Dr. Kenneth Hartigan-Go speaks to reporters on health financing. Photo courtesy of Maclang & Associates Inc.
 PHYSICIAN Kenneth Hartigan-Go said the poor should no longer shoulder the healthcare spending of wealthy Filipinos.

This can only be done, Dr. Hartigan-Go said, through a new payment system to replace the current one that is based on the “Fee for Service” (FFS) concept.

The FFS, according to the consultant of the Zuellig Family Foundation Inc., is a practice where patients are charged according to each service discharged during the treatment.

The new system, which Hartigan-Go said is now practiced in a few hospitals in the country but has been institutionalized in Singapore, Thailand and the United Kingdom, is the case payment.

“It’s like the paluwagan system, wherein there’s a global package of funds from which the payment for healthcare is taken and the patient is charged a small amount.”

Hartigan-Go said, however, that understanding and higher consciousness over this health financing are crucial since “strengthening health financing would strengthen the health system.”

“And everything will fall into place.”

Hartigan-Go said coming up with a new system of spending for health care, including human resources and equipment, aims to reduce out-of-pocket expenses to only 15 percent.

“An average number of Filipinos have to spend transportation, accommodation, and food, among others; with costs close to 60 percent. They borrow from their relatives and neighbors.”

Direct or OOP payments for medical bills usually include professional fees of doctors, prescribed medicine and laboratory tests, and, in many cases, the travel expenses to the urban areas for advanced health care intervention.

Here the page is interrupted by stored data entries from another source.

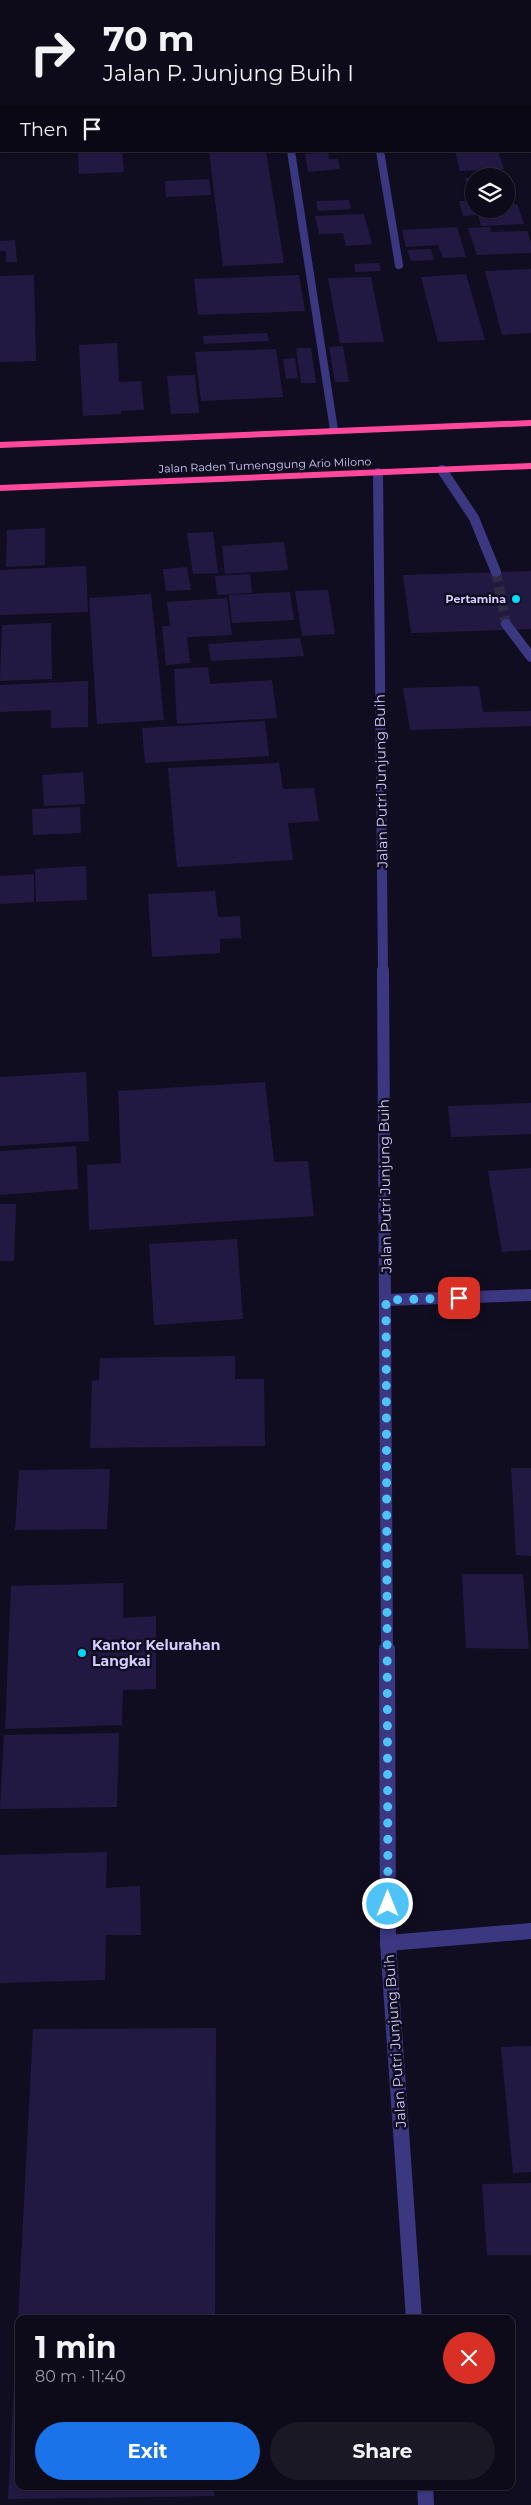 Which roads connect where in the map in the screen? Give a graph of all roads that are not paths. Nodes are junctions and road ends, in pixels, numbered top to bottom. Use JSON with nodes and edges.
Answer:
{"nodes":[{"id":1,"x":291,"y":152,"type":"edge"},
{"id":2,"x":380,"y":152,"type":"edge"},
{"id":3,"x":400,"y":265,"type":"dead end"},
{"id":4,"x":531,"y":423,"type":"edge"},
{"id":5,"x":334,"y":431,"type":"junction"},
{"id":6,"x":0,"y":445,"type":"edge"},
{"id":7,"x":531,"y":466,"type":"edge"},
{"id":8,"x":442,"y":470,"type":"junction"},
{"id":9,"x":378,"y":473,"type":"junction"},
{"id":10,"x":0,"y":488,"type":"edge"},
{"id":11,"x":496,"y":572,"type":"tunnel mouth"},
{"id":12,"x":506,"y":624,"type":"tunnel mouth"},
{"id":13,"x":531,"y":657,"type":"edge"},
{"id":14,"x":531,"y":1296,"type":"edge"},
{"id":15,"x":386,"y":1300,"type":"junction"},
{"id":16,"x":531,"y":1931,"type":"edge"},
{"id":17,"x":388,"y":1943,"type":"junction"},
{"id":18,"x":414,"y":2315,"type":"edge"},
{"id":19,"x":425,"y":2490,"type":"edge"},
{"id":20,"x":426,"y":2505,"type":"edge"}],
"edges":[{"from":1,"to":5,"type":"street"},
{"from":2,"to":3,"type":"street"},
{"from":4,"to":5,"type":"highway"},
{"from":5,"to":6,"type":"highway"},
{"from":7,"to":8,"type":"highway","name":"Jalan Raden Tumenggung Ario Milono"},
{"from":8,"to":9,"type":"highway","name":"Jalan Raden Tumenggung Ario Milono"},
{"from":8,"to":11,"type":"street"},
{"from":9,"to":10,"type":"highway","name":"Jalan Raden Tumenggung Ario Milono"},
{"from":9,"to":15,"type":"street","name":"Jalan Putri Junjung Buih"},
{"from":12,"to":13,"type":"street"},
{"from":14,"to":15,"type":"street"},
{"from":15,"to":17,"type":"street","name":"Jalan Putri Junjung Buih"},
{"from":16,"to":17,"type":"street"},
{"from":17,"to":18,"type":"street","name":"Jalan Putri Junjung Buih"},
{"from":19,"to":20,"type":"street"}]}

The large OOP expenses, Hartigan-Go said, is inimical against the poor as “only the rich are able to afford healthcare because they can afford OOP.”

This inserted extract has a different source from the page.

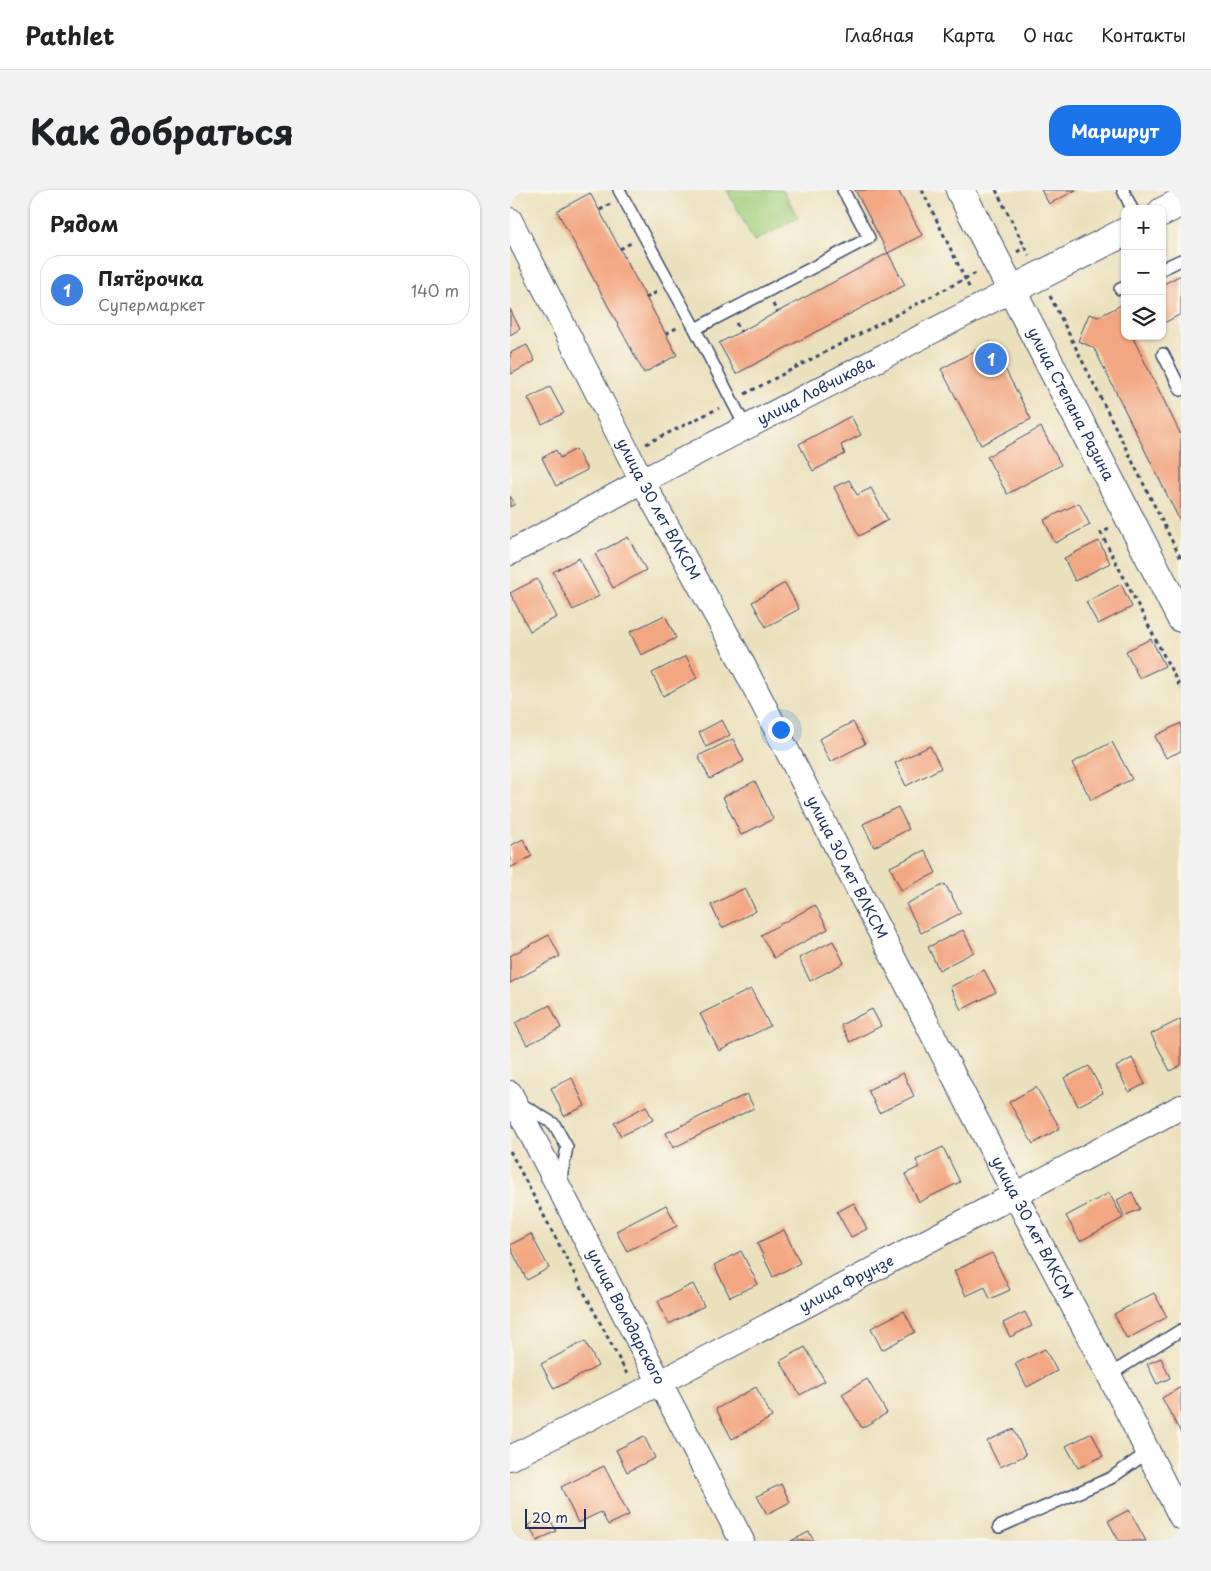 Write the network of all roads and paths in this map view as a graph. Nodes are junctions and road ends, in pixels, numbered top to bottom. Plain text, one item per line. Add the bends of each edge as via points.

However, he said there’s a need to provide incentives to doctors and physicians so that they neither won’t order unnecessary laboratory tests nor prescribe drugs that add up to the expenses of the patient, especially if they’re poor.

“The idea is not to take from poor more money.”

Hartigan-Go said the savings from this payment method can go to the upgrade of the medical facility and other technological development.

The quality of health services provided to the poor, nonetheless, shouldn’t be less because they pay less, he added.

This can be done if the people are aware that they have this right to quality health service, Hartigan-Go said adding the government should also be aggressive in explaining the case payment method to the private sector.

Hence, he noted they will go back to Cebu where they held a summit on healthcare in January, to the northern Philippines, and to Laguna for healthcare literacy training sessions.

Hartigan-Go said about 40 tertiary hospitals would pilot test the case payment method.

[Story filed with BusinessMirror newspaper on April 12, 2011.]